An attempt to grasp and understand Modern Art in India is to agree to travel in a vehicle which is extremely hegemonic in nature, with too many ‘left over’ from within that hierarchy. It is high time for that vehicle to stop and get an overhaul done before it traverses more sophisticated premises. In other words, the deletions and inclusions of Indian Modern Art (IMA) indicate a ‘selection’ of artists- and hence art works and art situations- framed and hung as ‘the’ Indian Modernists. The selection itself speaks about a certain epistemological politics of rejection, which, perhaps, is more evident now rather than when it was initially ‘framed’. This is also an Ulmerian*1* attempt to take note and contest if possible the critique of IMA as well as the ‘modernist’ avatar of that very critique itself, with the help of the dialogue around cultural expressions in paravisual artistic activities in India! Hence every time an Indian Modernist is being referred to, addressed or explained, now, it also means:
(a) An addressal of the silenced ones, not only those from the ‘other’ gender,
(b) A re-construction and endorsement of the cultural imagination that a single, singular object (alone) makes an artwork (‘Meaning follows Object’ that sounds like ‘form follows function’, an architectural dictum, and never the other way round); and
(c) The consideration of an elaborate critique of ‘Art’ as unwarranted, indulgent and “too much of reading” as a taboo.

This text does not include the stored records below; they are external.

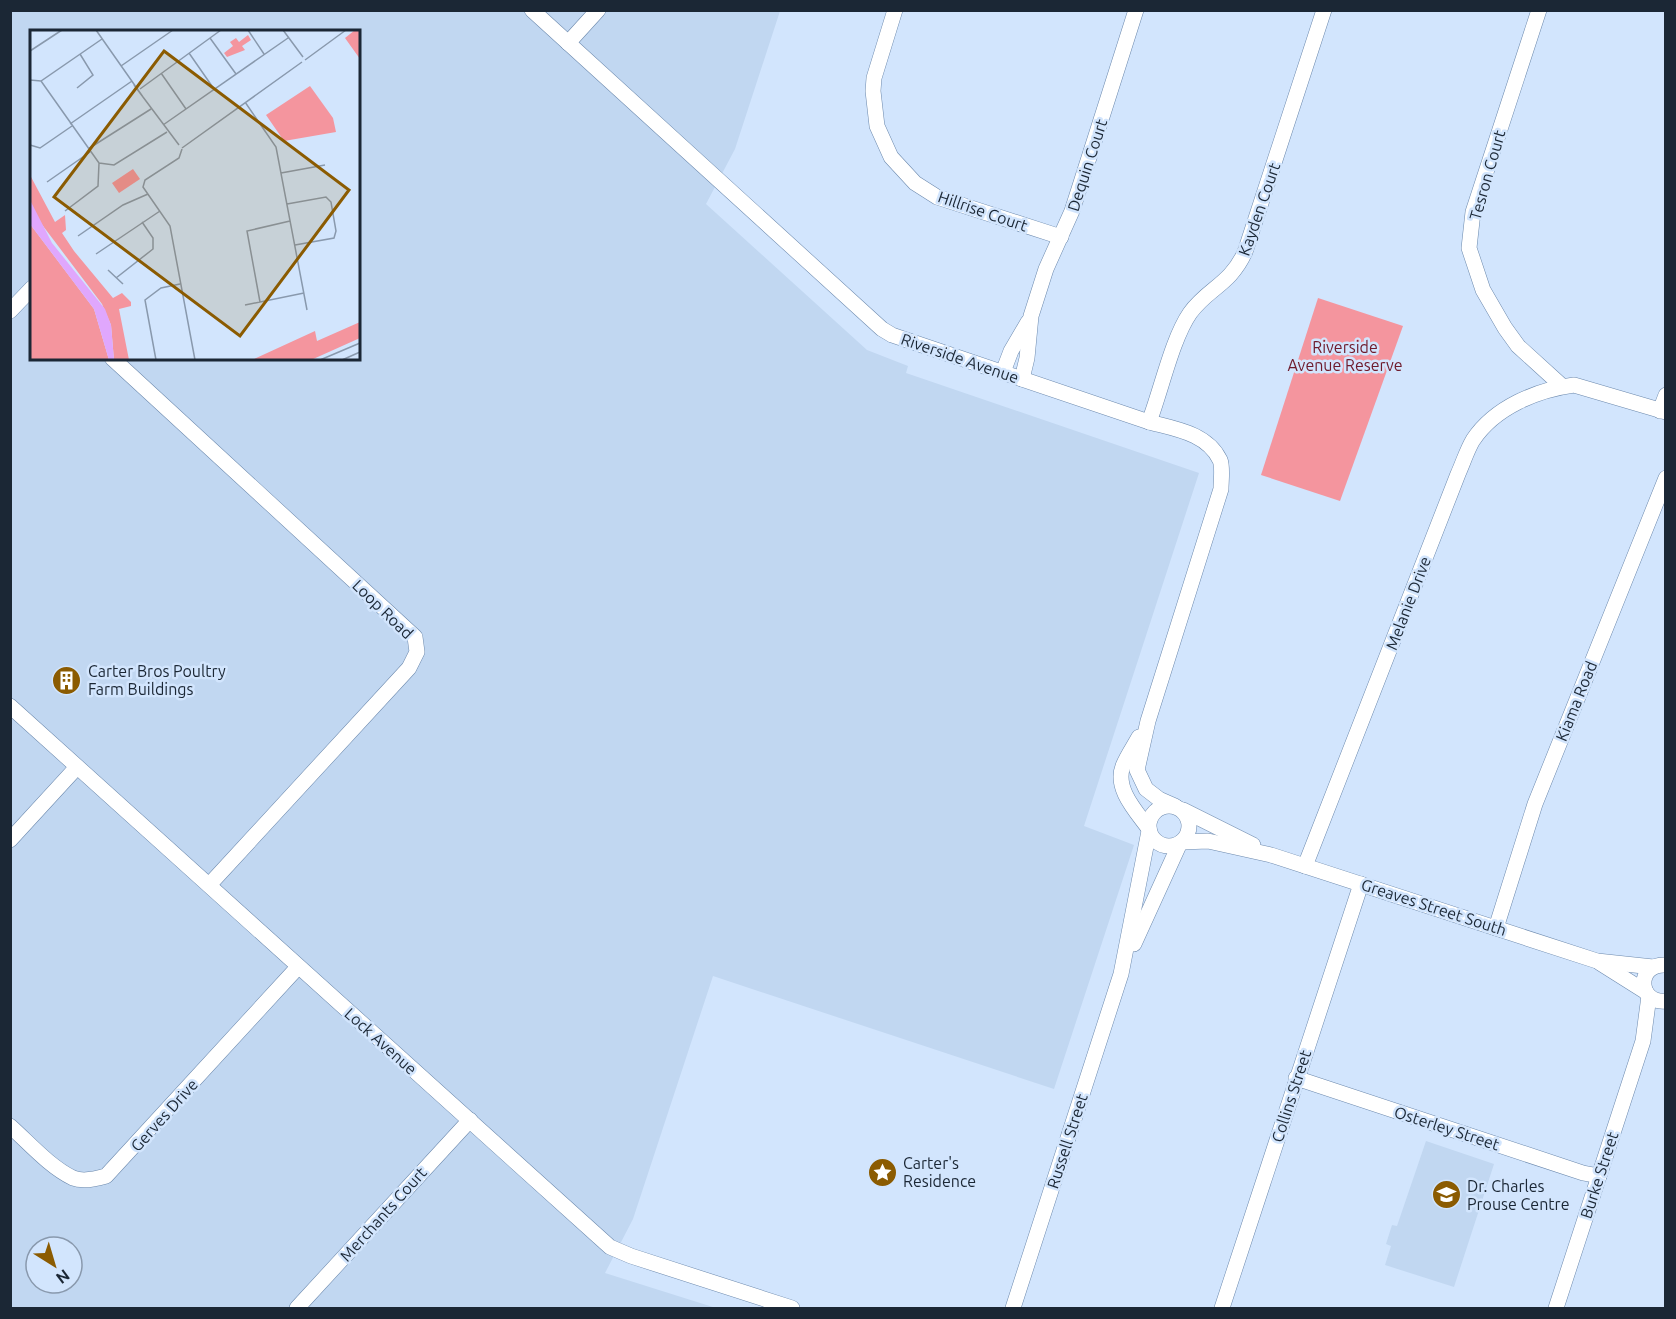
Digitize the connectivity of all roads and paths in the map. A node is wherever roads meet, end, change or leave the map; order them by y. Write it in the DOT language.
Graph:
graph roads {
  1 [pos="532,10"];
  2 [pos="598,10"];
  3 [pos="895,10"];
  4 [pos="1136,10"];
  5 [pos="1324,10"];
  6 [pos="1539,10"];
  7 [pos="568,43"];
  8 [pos="1061,237"];
  9 [pos="30,290"];
  10 [pos="10,311"];
  11 [pos="1031,316"];
  12 [pos="114,360"];
  13 [pos="1003,372"];
  14 [pos="1022,379"];
  15 [pos="1562,386"];
  16 [pos="1665,394"];
  17 [pos="1663,412"];
  18 [pos="1149,422"];
  19 [pos="1665,478"];
  20 [pos="10,706"];
  21 [pos="1148,721"];
  22 [pos="77,767"];
  23 [pos="1179,808"];
  24 [pos="1149,830"];
  25 [pos="10,840"];
  26 [pos="1181,842"];
  27 [pos="1271,855"];
  28 [pos="1305,866"];
  29 [pos="210,884"];
  30 [pos="1361,884"];
  31 [pos="1496,928"];
  32 [pos="1598,961"];
  33 [pos="1659,966"];
  34 [pos="298,967"];
  35 [pos="1121,974"];
  36 [pos="1647,994"];
  37 [pos="1665,1001"];
  38 [pos="1643,1041"];
  39 [pos="1296,1078"];
  40 [pos="470,1120"];
  41 [pos="10,1126"];
  42 [pos="1599,1176"];
  43 [pos="297,1308"];
  44 [pos="792,1308"];
  45 [pos="1013,1308"];
  46 [pos="1222,1308"];
  47 [pos="1556,1308"];
  1 -- 7 [label="street, Riverside Avenue"];
  2 -- 7 [label="street"];
  3 -- 8 [label="street, Hillrise Court"];
  4 -- 8 [label="street, Dequin Court"];
  5 -- 18 [label="street, Kayden Court"];
  6 -- 15 [label="street, Tesron Court"];
  7 -- 13 [label="street, Riverside Avenue"];
  8 -- 11 [label="street, Dequin Court"];
  9 -- 10 [label="street"];
  11 -- 13 [label="street, Dequin Court"];
  11 -- 14 [label="street, Dequin Court"];
  12 -- 29 [label="street, Loop Road"];
  13 -- 14 [label="street, Riverside Avenue"];
  14 -- 18 [label="street, Riverside Avenue"];
  15 -- 17 [label="street"];
  15 -- 28 [label="street, Melanie Drive"];
  16 -- 17 [label="street"];
  18 -- 21 [label="street, Riverside Avenue"];
  19 -- 31 [label="street, Kiama Road"];
  20 -- 22 [label="street, Lock Avenue"];
  21 -- 23 [label="street, Riverside Avenue"];
  21 -- 24 [label="street, Riverside Avenue"];
  22 -- 25 [label="street"];
  22 -- 29 [label="street, Lock Avenue"];
  23 -- 24 [label="street"];
  23 -- 26 [label="street"];
  23 -- 27 [label="street, Greaves Street South"];
  24 -- 26 [label="street"];
  24 -- 35 [label="street, Russell Street"];
  26 -- 27 [label="street, Greaves Street South"];
  26 -- 35 [label="street, Russell Street"];
  27 -- 28 [label="street, Greaves Street South"];
  28 -- 30 [label="street, Greaves Street South"];
  29 -- 34 [label="street, Lock Avenue"];
  30 -- 31 [label="street, Greaves Street South"];
  30 -- 39 [label="street, Collins Street"];
  31 -- 32 [label="street, Greaves Street South"];
  32 -- 33 [label="street, Greaves Street South"];
  32 -- 36 [label="street, Greaves Street South"];
  33 -- 36 [label="street, Burke Street"];
  34 -- 40 [label="street, Lock Avenue"];
  34 -- 41 [label="street, Gerves Drive"];
  35 -- 45 [label="street, Russell Street"];
  36 -- 37 [label="street, Greaves Street South"];
  36 -- 38 [label="street, Burke Street"];
  37 -- 38 [label="street, Burke Street"];
  38 -- 42 [label="street, Burke Street"];
  39 -- 42 [label="street, Osterley Street"];
  39 -- 46 [label="street, Collins Street"];
  40 -- 43 [label="street, Merchants Court"];
  40 -- 44 [label="street, Lock Avenue"];
  42 -- 47 [label="street, Burke Street"];
}
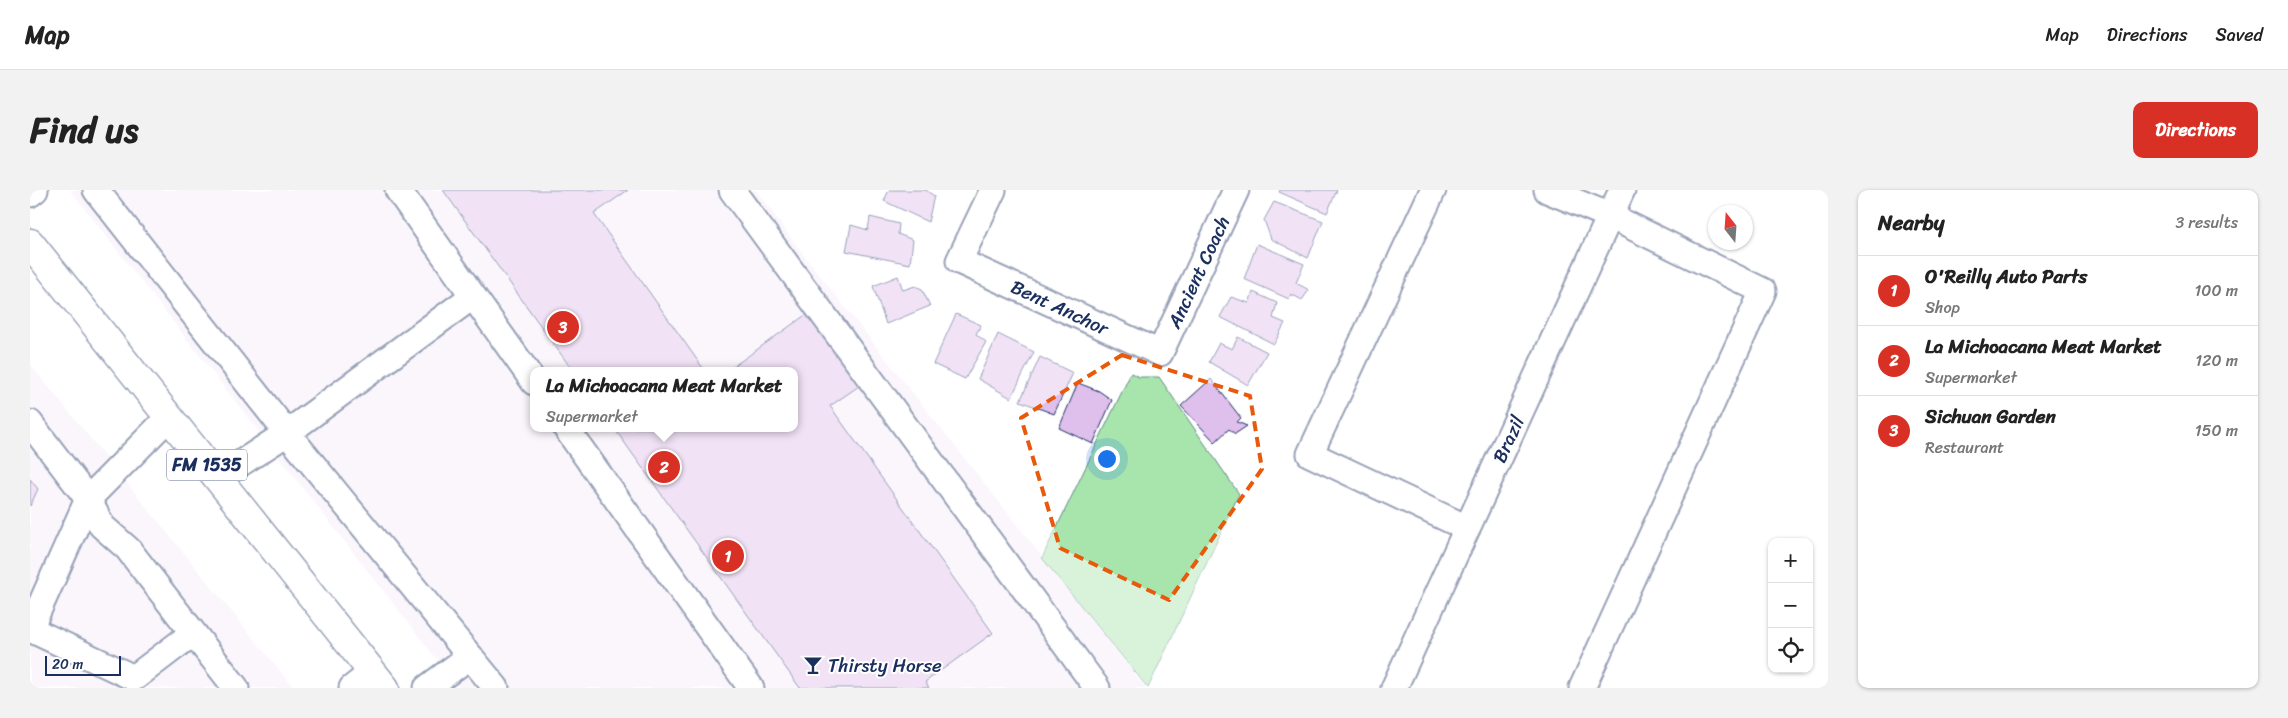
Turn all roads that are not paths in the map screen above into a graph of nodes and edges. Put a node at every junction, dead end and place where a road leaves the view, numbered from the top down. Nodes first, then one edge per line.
1 (35, 190) edge
2 (96, 190) edge
3 (398, 190) edge
4 (732, 190) edge
5 (993, 190) edge
6 (1236, 190) edge
7 (1433, 190) edge
8 (1547, 190) edge
9 (1622, 190) edge
10 (30, 194) edge
11 (1610, 216) junction
12 (30, 243) edge
13 (473, 296) junction
14 (1160, 353) joint
15 (530, 376) edge
16 (169, 418) junction
17 (30, 422) edge
18 (569, 432) edge
19 (287, 433) junction
20 (218, 478) junction
21 (88, 499) junction
22 (1467, 528) junction
23 (30, 629) edge
24 (193, 633) junction
25 (470, 656) junction
26 (369, 683) edge
27 (1400, 686) edge
28 (236, 688) edge
29 (428, 688) edge
30 (496, 688) edge
31 (751, 688) edge
32 (1097, 688) edge
33 (1582, 688) edge

1 - 10 street
2 - 19 street
3 - 13 street
4 - 32 street
5 - 14 street, Bent Anchor
6 - 14 street, Ancient Coach
7 - 22 street
8 - 11 street
9 - 11 street, Brazil
11 - 22 street, Brazil
11 - 33 street
12 - 16 main road, FM 1535
13 - 15 street
13 - 19 street
16 - 20 main road, FM 1535
16 - 21 street
17 - 21 street
18 - 31 street
19 - 20 street
19 - 25 street
20 - 26 main road, FM 1535
21 - 23 street
21 - 24 street
22 - 27 street, Brazil
23 - 24 street
24 - 28 street
25 - 29 street
25 - 30 street

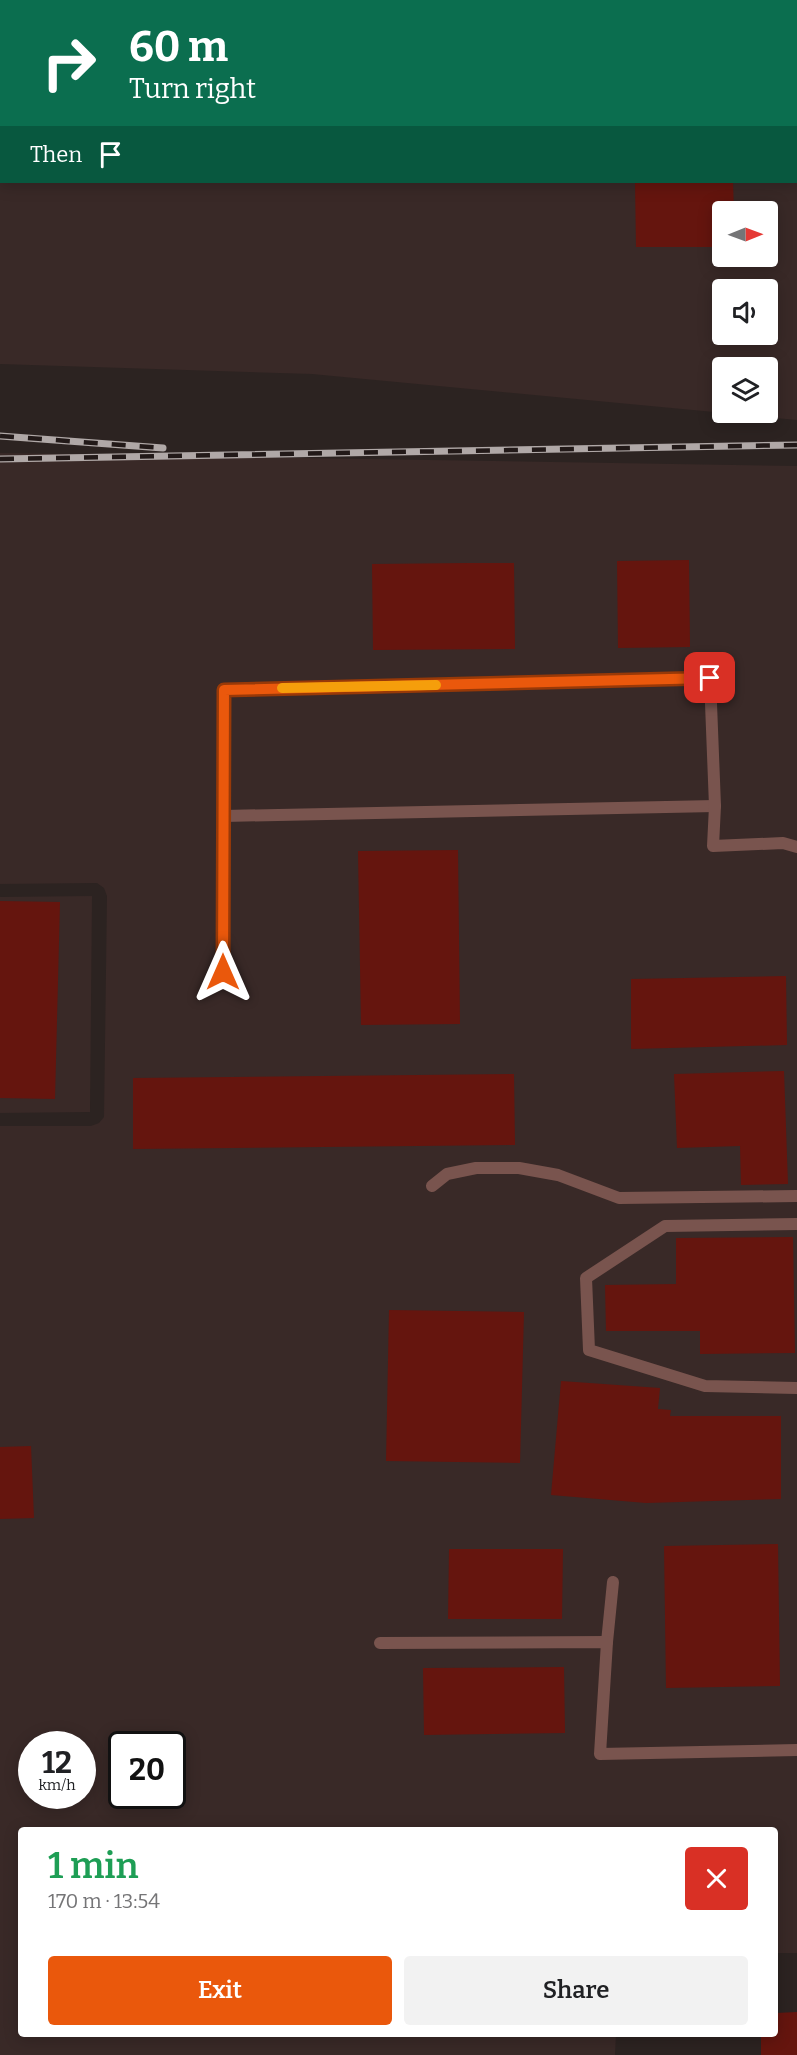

In other words, there is no Indian Modernist Art beyond its construed institutional imagination! The ‘power’ (structure) of this imagination also marks the outermost boundary of the overall personality of this Modernity. The specific characteristics of this imagination was constituted in the form of singular objects, aided by specific (ity of) celebrated authorship (like the Bengal Masters and the Bombay Progressive Groups); and an uncritical idealistic (almost metaphorical) position for those authors/artists/art experts.*2* Thus it would be hypocritical and/or innocent to consider or assign an ‘absolutist’ position to IMA, as it might (or might not) be in the case of European Modernity.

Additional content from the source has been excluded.